### Data extract
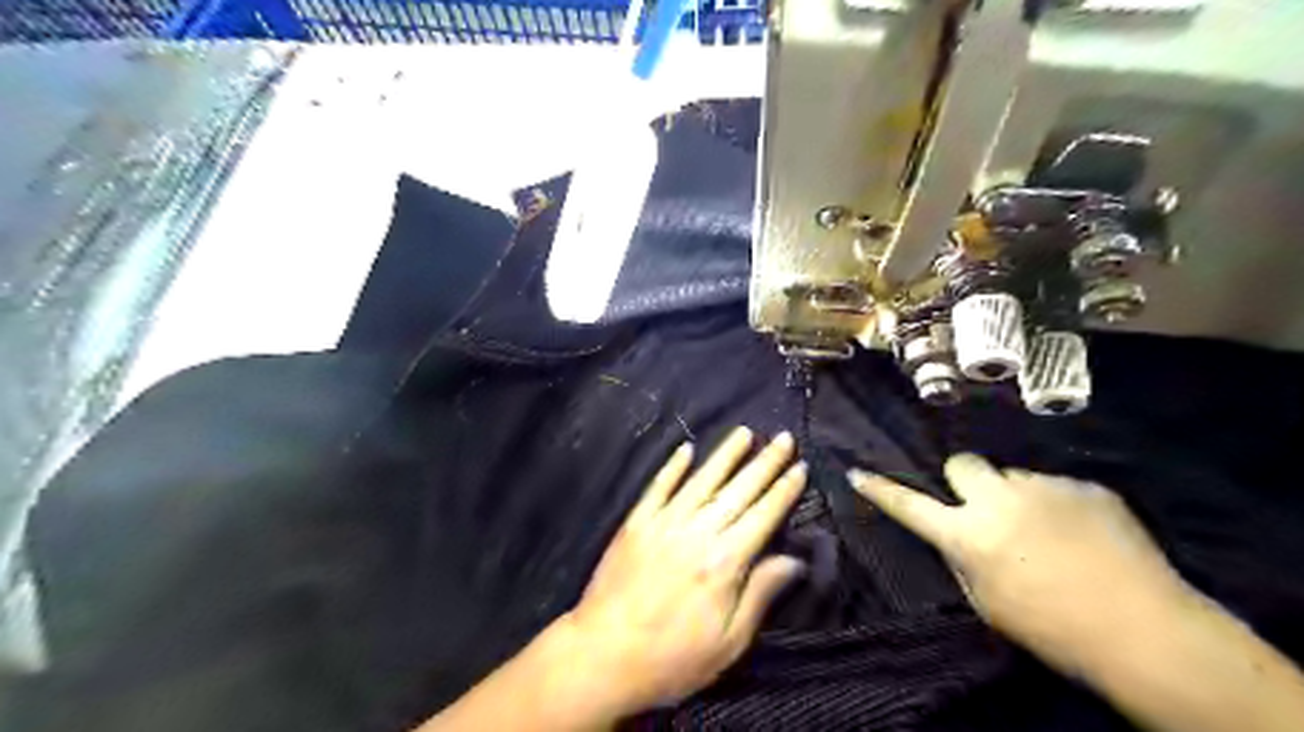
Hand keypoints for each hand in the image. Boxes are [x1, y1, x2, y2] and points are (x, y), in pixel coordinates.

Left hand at [565, 426, 811, 716]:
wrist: (602, 655)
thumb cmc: (672, 658)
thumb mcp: (728, 643)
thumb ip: (760, 594)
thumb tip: (794, 560)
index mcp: (725, 562)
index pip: (763, 516)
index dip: (784, 490)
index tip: (800, 466)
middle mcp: (697, 532)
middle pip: (738, 490)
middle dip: (764, 462)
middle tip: (784, 437)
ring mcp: (663, 523)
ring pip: (701, 480)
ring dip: (725, 454)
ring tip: (745, 432)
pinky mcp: (635, 523)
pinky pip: (658, 487)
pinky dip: (673, 466)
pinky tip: (686, 449)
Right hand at [846, 457, 1188, 673]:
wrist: (1146, 631)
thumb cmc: (1054, 630)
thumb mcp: (987, 602)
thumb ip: (963, 558)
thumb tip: (957, 534)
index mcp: (968, 536)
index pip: (909, 505)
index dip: (881, 490)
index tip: (857, 472)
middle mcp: (998, 500)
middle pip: (962, 463)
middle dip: (966, 481)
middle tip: (985, 507)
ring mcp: (1043, 487)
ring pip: (1012, 477)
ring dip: (1016, 497)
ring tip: (1048, 531)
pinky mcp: (1084, 486)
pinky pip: (1055, 487)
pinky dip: (1057, 505)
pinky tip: (1082, 534)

### Problem details
Nothing but the lines from the one with "ring tip: (745, 432)" through the last line of the data should appear; print them exactly.

### Response to the exercise
ring tip: (745, 432)
pinky mcp: (635, 523)
pinky pip: (658, 487)
pinky dip: (673, 466)
pinky tip: (686, 449)
Right hand at [846, 457, 1188, 673]:
wrist: (1146, 631)
thumb cmc: (1054, 630)
thumb mcp: (987, 602)
thumb ip: (963, 558)
thumb tip: (957, 534)
index mcp: (968, 536)
index pip: (909, 505)
index dip: (881, 490)
index tip: (857, 472)
middle mcp: (998, 500)
middle pip: (962, 463)
middle dip: (966, 481)
middle tip: (985, 507)
ring mcp: (1043, 487)
ring pip: (1012, 477)
ring dip: (1016, 497)
ring tip: (1048, 531)
pinky mcp: (1084, 486)
pinky pip: (1055, 487)
pinky dip: (1057, 505)
pinky tip: (1082, 534)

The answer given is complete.